Mo. high court rejects 2 death penalty appeals

The Missouri Supreme Court on Tuesday upheld death sentences for two men who pleaded guilty to the 1989 abduction, rape and stabbing death of a Kansas City teenager.

Authorities say that Roderick Nunley and Michael Taylor were on drugs when they stole a car and then abducted 15-year-old Ann Harrison, who was waiting for the school bus near her home. They bound her in a car trunk after stabbing her out of fear she would identify them and left her to bleed to death in the trunk.

The courts in recent years have ruled that a jury rather than a judge must decide facts necessary to impose death sentences. Missouri courts since then have concluded that the right to be sentenced by a jury also applies to people who were sentenced to death previously.

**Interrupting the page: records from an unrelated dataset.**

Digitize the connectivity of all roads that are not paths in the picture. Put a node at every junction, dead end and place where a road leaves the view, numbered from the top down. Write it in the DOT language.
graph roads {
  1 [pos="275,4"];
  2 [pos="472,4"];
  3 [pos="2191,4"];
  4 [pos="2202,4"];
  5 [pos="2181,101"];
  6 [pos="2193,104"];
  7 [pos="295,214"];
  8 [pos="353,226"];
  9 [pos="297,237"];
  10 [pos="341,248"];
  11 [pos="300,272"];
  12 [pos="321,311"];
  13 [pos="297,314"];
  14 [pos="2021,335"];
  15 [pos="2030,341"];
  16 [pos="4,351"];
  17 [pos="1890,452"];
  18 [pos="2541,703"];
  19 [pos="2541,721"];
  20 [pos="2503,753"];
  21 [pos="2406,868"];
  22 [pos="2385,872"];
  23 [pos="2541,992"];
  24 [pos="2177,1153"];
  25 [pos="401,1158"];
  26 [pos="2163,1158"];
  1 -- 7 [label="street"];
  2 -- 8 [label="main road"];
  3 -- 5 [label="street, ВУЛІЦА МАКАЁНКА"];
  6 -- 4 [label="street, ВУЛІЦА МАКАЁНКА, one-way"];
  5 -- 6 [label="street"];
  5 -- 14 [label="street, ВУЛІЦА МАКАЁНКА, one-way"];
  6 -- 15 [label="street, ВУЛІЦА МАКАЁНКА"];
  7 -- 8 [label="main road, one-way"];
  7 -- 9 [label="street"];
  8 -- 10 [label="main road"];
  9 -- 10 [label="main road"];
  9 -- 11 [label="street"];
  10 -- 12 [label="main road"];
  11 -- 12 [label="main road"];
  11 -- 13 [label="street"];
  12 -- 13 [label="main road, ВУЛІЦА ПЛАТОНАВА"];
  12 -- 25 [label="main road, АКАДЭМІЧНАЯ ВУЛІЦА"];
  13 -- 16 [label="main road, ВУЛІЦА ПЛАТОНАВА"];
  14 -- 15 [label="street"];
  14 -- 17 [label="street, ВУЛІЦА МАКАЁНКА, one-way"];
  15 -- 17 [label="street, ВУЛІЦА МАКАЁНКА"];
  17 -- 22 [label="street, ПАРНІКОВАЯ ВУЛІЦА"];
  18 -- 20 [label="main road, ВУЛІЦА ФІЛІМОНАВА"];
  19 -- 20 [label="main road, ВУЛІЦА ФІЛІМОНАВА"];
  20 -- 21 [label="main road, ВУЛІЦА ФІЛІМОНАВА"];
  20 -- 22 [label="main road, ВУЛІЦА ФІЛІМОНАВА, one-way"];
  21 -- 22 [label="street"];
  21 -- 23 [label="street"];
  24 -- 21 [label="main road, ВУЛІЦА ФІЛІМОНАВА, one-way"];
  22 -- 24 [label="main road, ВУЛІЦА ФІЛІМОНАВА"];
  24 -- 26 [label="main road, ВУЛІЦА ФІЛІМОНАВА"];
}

Seeking to avoid a death sentence, Nunley and Taylor pleaded guilty to killing the teenager in 1991 and chose to be sentenced by a Jackson County trial judge who had never sentenced anyone to be executed. Nonetheless, they received the death penalty. The state Supreme Court ordered new sentencing in 1993, and Nunley and Taylor again received the death penalty from a different judge - although they requested a jury decide their sentence.

The state Supreme Court concluded Tuesday in separate rulings that the men made a strategic decision to be sentenced by a judge and that their constitutional rights were not violated. Attorneys who represented Nunley and Taylor did not immediately return a call seeking comment.

Nunley was scheduled to be executed last October, and a federal judge ordered the execution stayed for the state Supreme Court to consider the appeal.

Taylor was hours from being executed in 2006 when the procedure was halted.